[[ Available data, beginning ]]

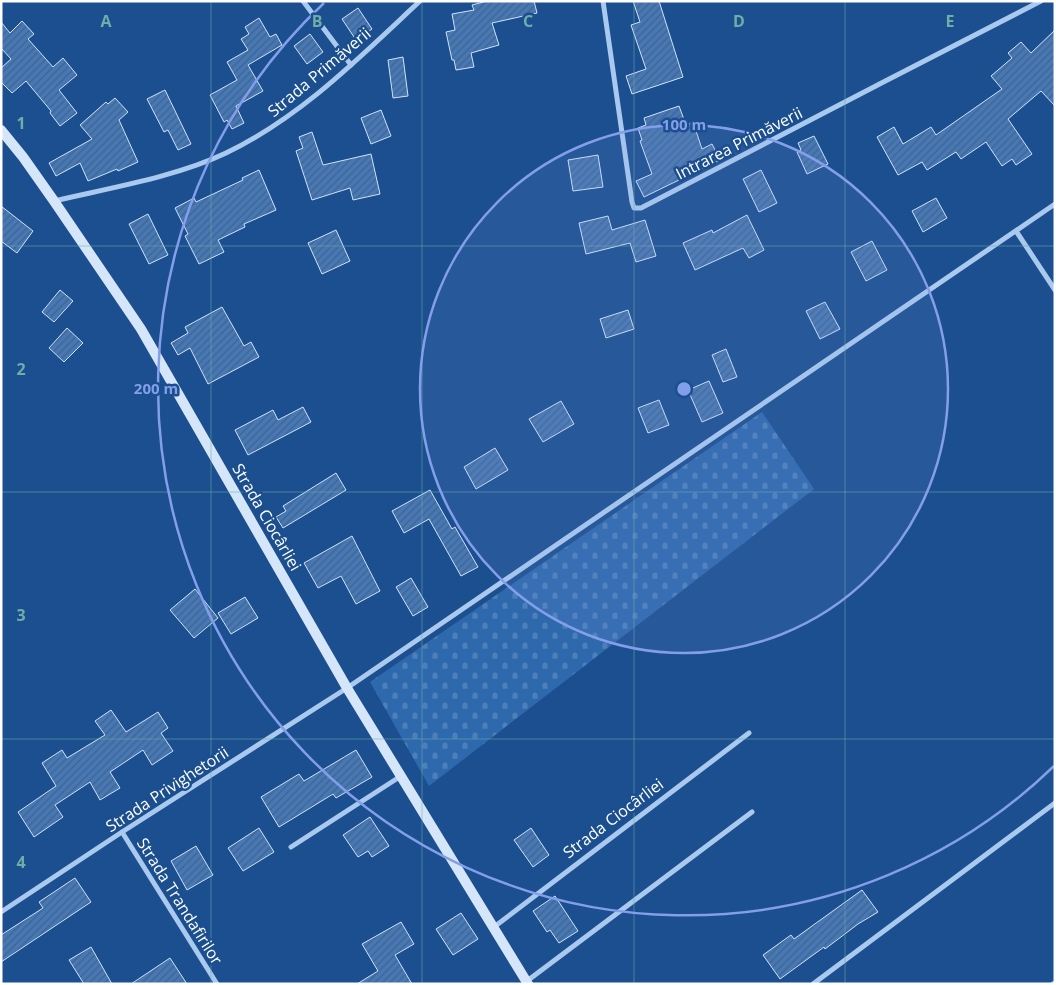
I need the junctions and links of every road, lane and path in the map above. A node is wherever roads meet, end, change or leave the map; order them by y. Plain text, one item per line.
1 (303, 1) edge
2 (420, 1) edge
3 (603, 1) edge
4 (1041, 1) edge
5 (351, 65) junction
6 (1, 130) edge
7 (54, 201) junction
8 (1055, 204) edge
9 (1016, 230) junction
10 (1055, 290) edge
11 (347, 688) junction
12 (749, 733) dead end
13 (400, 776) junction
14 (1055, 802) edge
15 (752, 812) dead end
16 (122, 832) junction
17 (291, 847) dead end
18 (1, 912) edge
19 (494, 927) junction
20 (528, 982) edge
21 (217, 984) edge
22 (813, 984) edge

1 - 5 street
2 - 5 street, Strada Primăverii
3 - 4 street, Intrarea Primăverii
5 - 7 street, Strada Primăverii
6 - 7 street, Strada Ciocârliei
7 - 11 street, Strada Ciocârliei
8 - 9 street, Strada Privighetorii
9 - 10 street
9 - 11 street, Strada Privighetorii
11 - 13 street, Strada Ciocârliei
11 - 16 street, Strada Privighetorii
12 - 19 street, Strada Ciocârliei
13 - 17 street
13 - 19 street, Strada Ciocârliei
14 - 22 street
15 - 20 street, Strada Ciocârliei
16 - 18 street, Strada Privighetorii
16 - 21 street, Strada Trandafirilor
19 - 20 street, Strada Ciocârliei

[[ Available data, end ]]

Exclude the pictures and repeat the entries word for word.

I need the junctions and links of every road, lane and path in the map above. A node is wherever roads meet, end, change or leave the map; order them by y. Plain text, one item per line.
1 (303, 1) edge
2 (420, 1) edge
3 (603, 1) edge
4 (1041, 1) edge
5 (351, 65) junction
6 (1, 130) edge
7 (54, 201) junction
8 (1055, 204) edge
9 (1016, 230) junction
10 (1055, 290) edge
11 (347, 688) junction
12 (749, 733) dead end
13 (400, 776) junction
14 (1055, 802) edge
15 (752, 812) dead end
16 (122, 832) junction
17 (291, 847) dead end
18 (1, 912) edge
19 (494, 927) junction
20 (528, 982) edge
21 (217, 984) edge
22 (813, 984) edge

1 - 5 street
2 - 5 street, Strada Primăverii
3 - 4 street, Intrarea Primăverii
5 - 7 street, Strada Primăverii
6 - 7 street, Strada Ciocârliei
7 - 11 street, Strada Ciocârliei
8 - 9 street, Strada Privighetorii
9 - 10 street
9 - 11 street, Strada Privighetorii
11 - 13 street, Strada Ciocârliei
11 - 16 street, Strada Privighetorii
12 - 19 street, Strada Ciocârliei
13 - 17 street
13 - 19 street, Strada Ciocârliei
14 - 22 street
15 - 20 street, Strada Ciocârliei
16 - 18 street, Strada Privighetorii
16 - 21 street, Strada Trandafirilor
19 - 20 street, Strada Ciocârliei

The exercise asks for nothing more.